Basically, you can see marriage almost as a patient where the heterosexual/procreative nature of the institution is a limb that’s developed gangrene which we lack the capacity to treat. You might wish that the gangrene had never set in, but given that it has, your choices are to amputate the limb or watch the patient die. Even if we assume gay marriage is undesirable, it is certainly much less bad to take marriage as it existed c. 1990 and extend it to gays and lesbians than it would be to watch marriage get de-institutionalized entirely or dumbed-down to ephemeral domestic partnerships. The longer we let this fight drag on, the more likely it is that we’ll see a frontal assault on the basic institution. As such, even if one lacks enthusiasm for gay marriage and wish the subject had never been broached, at this point the best thing is to just accept it as less damaging than the fallout from it not happening.

My correspondent’s argument not be a particularly attractive one to opponents of same-sex civil marriage, but I think his logic is compelling.

Given that conservatives are divided on this question — 26 percent of self-identified conservatives support same-sex civil marriage as opposed to 57 percent of moderates and 72 percent of liberals, according to a Pew survey from last fall — I think people on both sides of the issue ought to focus on points of agreement rather than disagreement. Many of those who disagree on Marriage Equality I (should we legalize same-sex civil marriage?) agree on Marriage Equality II (the fact that non-college-educated Americans are far less likely to be in stable marriages than college-educated Americans is a serious social problem that exacerbates unequal life outcomes and merits closer attention). And there is a strong case that when we consider the high level of support for same-sex civil marriage among younger Americans, a focus on Marriage Equality I is making it harder to build a big tent around Marriage Equality II. I made this argument back in October, and I still think it’s sound.  

To return to Rob Portman, there is a general perception among liberals that his stance in favor of same-sex civil marriage is an example of what Mark Schmitt has derisively called “Miss America conservatism,” in which conservatives choose issues on which to take a centrist or liberal stance not out of principle, but rather out of personal connection — a family member with mental illness prompts one to back federal funding for mental illness, etc. And this is not an unreasonable view, as Portman didn’t really make an effort to connect his conversion on the issue to the much larger issue of MEII. 

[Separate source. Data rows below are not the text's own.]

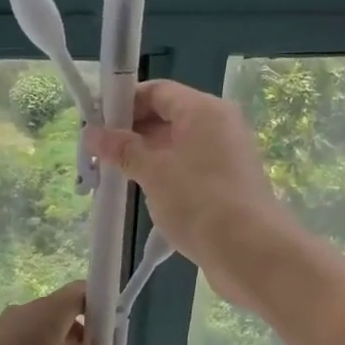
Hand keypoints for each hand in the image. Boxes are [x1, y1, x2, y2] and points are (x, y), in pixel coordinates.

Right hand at [87, 81, 301, 310]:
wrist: (251, 253)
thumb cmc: (199, 202)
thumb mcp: (154, 173)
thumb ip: (123, 150)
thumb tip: (92, 132)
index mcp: (204, 110)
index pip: (158, 91)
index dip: (125, 103)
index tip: (97, 124)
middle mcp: (220, 126)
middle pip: (169, 117)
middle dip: (133, 133)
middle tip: (100, 154)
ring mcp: (227, 157)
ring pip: (179, 147)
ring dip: (148, 158)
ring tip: (116, 176)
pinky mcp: (229, 186)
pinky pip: (190, 170)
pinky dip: (167, 177)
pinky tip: (145, 196)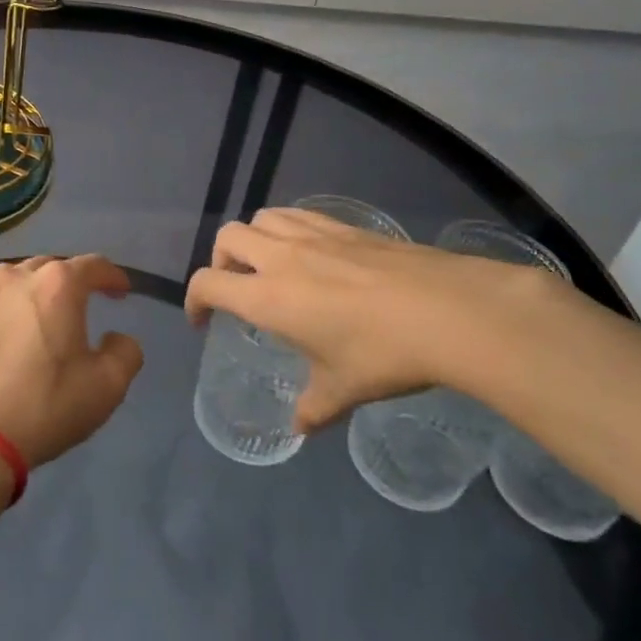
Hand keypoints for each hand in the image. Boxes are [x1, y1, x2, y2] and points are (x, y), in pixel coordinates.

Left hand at [0, 255, 145, 467]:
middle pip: (56, 267)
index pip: (94, 265)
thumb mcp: (107, 386)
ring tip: (52, 316)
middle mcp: (19, 276)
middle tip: (89, 305)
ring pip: (24, 279)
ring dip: (43, 291)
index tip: (122, 292)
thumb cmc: (43, 405)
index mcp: (57, 284)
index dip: (113, 276)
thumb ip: (125, 352)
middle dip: (76, 282)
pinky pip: (0, 299)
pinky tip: (20, 332)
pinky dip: (17, 307)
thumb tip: (115, 338)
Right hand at [184, 208, 567, 431]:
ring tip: (270, 266)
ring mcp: (314, 235)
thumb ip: (313, 408)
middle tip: (237, 289)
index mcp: (268, 297)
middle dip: (220, 261)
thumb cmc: (383, 354)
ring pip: (262, 218)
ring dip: (253, 239)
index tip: (203, 321)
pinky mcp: (345, 225)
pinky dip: (287, 228)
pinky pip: (298, 214)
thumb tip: (299, 427)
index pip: (208, 283)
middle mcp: (281, 258)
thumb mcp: (342, 390)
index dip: (194, 301)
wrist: (445, 311)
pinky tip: (310, 252)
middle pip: (228, 237)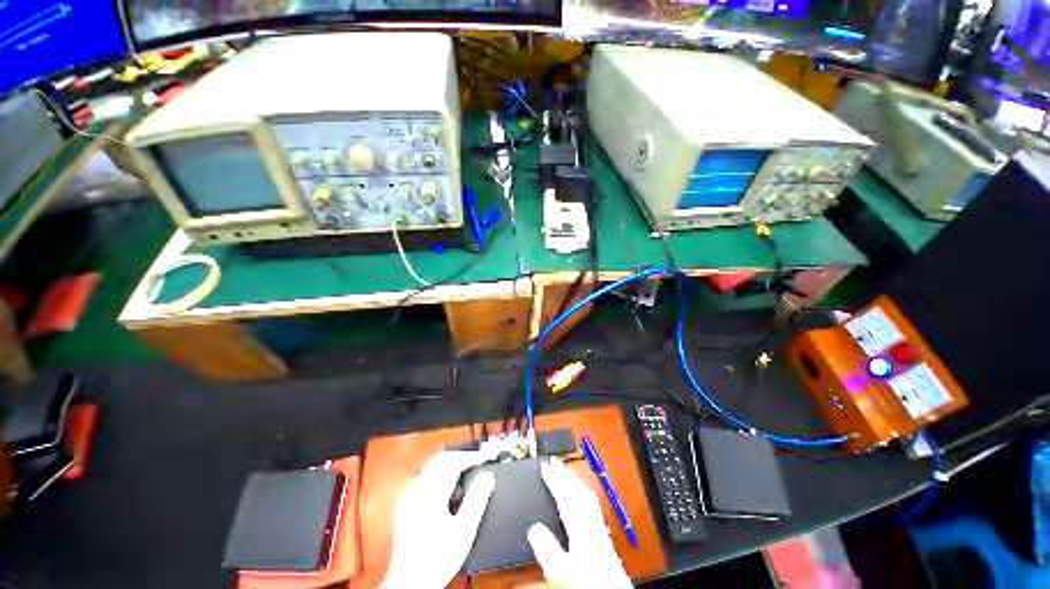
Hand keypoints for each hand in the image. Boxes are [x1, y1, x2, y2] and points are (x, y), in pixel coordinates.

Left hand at [381, 449, 496, 588]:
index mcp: (430, 493)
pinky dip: (441, 472)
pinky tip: (450, 484)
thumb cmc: (437, 559)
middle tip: (478, 460)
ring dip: (451, 462)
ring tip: (468, 469)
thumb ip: (477, 500)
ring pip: (433, 465)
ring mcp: (409, 495)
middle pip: (441, 458)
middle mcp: (417, 489)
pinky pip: (426, 475)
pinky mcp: (406, 503)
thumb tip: (488, 477)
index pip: (453, 461)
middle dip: (462, 455)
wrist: (410, 583)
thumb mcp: (464, 531)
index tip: (486, 457)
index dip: (472, 456)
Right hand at [527, 457, 631, 588]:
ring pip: (588, 496)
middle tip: (555, 461)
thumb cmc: (586, 585)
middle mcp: (593, 525)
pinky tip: (582, 496)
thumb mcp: (561, 572)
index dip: (555, 479)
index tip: (545, 466)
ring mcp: (601, 530)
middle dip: (566, 474)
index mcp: (582, 530)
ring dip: (575, 480)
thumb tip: (534, 528)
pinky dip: (584, 493)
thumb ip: (547, 550)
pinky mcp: (604, 537)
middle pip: (580, 491)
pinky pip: (593, 505)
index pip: (567, 497)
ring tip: (565, 472)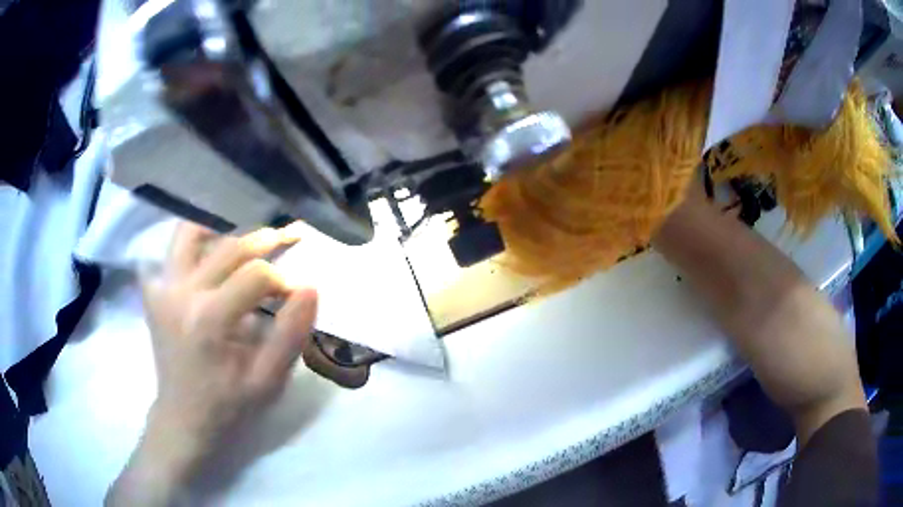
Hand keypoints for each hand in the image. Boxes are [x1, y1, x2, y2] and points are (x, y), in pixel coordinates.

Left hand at [107, 223, 317, 505]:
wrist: (184, 419)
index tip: (296, 294)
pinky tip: (210, 256)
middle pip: (228, 246)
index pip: (255, 275)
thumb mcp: (268, 382)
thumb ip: (291, 334)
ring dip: (223, 231)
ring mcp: (162, 289)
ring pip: (191, 233)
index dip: (283, 279)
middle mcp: (181, 293)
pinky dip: (192, 244)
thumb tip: (310, 288)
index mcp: (209, 319)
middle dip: (264, 242)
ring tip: (245, 242)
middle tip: (289, 240)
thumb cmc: (229, 406)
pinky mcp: (154, 293)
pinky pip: (171, 252)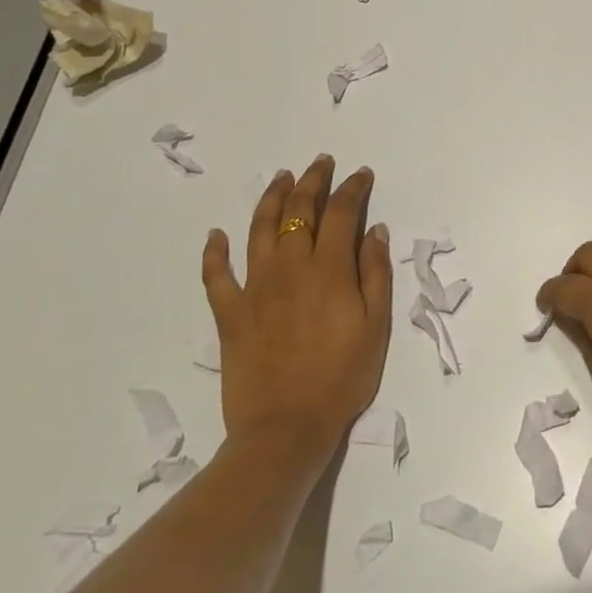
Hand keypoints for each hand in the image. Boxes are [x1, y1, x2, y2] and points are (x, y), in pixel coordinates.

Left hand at [201, 155, 390, 463]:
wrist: (286, 429)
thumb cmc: (342, 377)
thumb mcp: (376, 326)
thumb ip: (376, 273)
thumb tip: (375, 231)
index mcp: (329, 270)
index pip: (342, 213)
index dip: (352, 189)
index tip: (361, 174)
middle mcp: (290, 268)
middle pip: (298, 212)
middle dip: (313, 181)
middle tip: (321, 163)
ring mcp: (255, 289)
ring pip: (259, 230)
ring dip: (271, 199)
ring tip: (281, 178)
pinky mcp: (229, 314)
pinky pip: (216, 277)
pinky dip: (215, 253)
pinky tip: (218, 235)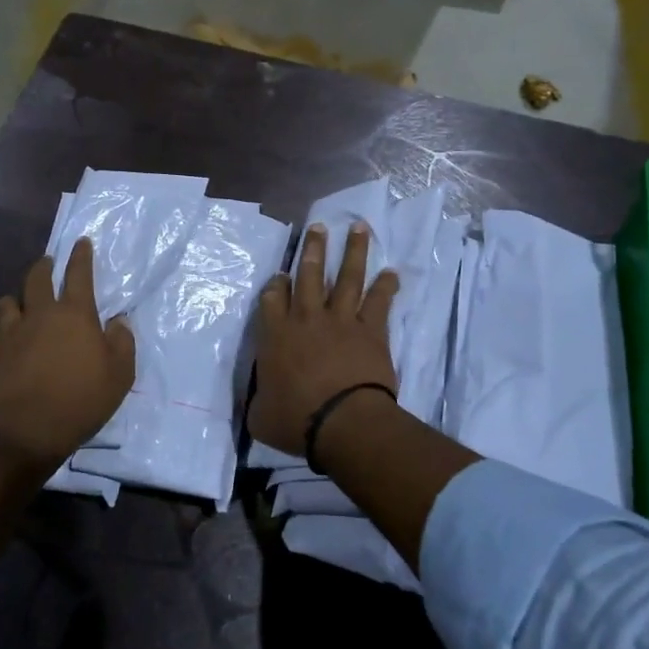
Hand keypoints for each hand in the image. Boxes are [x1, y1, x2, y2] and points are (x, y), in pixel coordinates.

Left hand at [0, 237, 135, 467]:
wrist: (27, 430)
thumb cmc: (81, 400)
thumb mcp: (120, 374)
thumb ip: (122, 342)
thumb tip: (118, 320)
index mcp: (75, 314)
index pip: (79, 274)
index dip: (81, 256)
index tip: (81, 242)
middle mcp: (41, 314)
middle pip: (38, 278)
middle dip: (44, 265)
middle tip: (48, 261)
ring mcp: (12, 331)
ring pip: (9, 301)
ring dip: (18, 297)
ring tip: (21, 300)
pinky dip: (2, 327)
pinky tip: (5, 334)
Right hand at [250, 222, 400, 454]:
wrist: (342, 421)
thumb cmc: (295, 420)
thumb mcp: (260, 415)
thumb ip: (257, 400)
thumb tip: (256, 401)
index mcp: (275, 335)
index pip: (272, 297)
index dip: (276, 284)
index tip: (281, 275)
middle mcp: (305, 318)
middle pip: (309, 274)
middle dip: (313, 249)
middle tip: (318, 227)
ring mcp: (340, 320)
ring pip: (346, 277)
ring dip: (353, 251)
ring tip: (358, 227)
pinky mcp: (370, 330)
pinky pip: (378, 302)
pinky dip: (386, 286)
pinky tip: (392, 272)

Imagine if Portman had said something very different: his son’s experience led him to reflect on the central importance of his own marriage to his life, and to his ability to provide a stable environment for raising children. This led him (a) to think about how we wanted his son to have the same chance but (b) to also think about how millions of Ohio families haven’t had the same chance, as demonstrated by the high and rising share of children raised by single parents, the falling number of married individuals as a share of the adult population, etc. He could talk about how marriage shapes economic outcomes, and how people on both sides of the MEI debate ought to pull together to think hard about the deterioration of marriage. 

One possibility is that Portman is using his personal experience as a shield, i.e., the fact that Portman has a gay son might make opponents of same-sex civil marriage less likely to criticize him for changing his stance. By calling for broadening the Marriage Equality conversation to place more emphasize on MEII, he might have attracted more attention than he’d like. But if that’s true, it means that Portman has squandered a valuable opportunity to reframe the marriage equality conversation for fairly short-sighted reasons.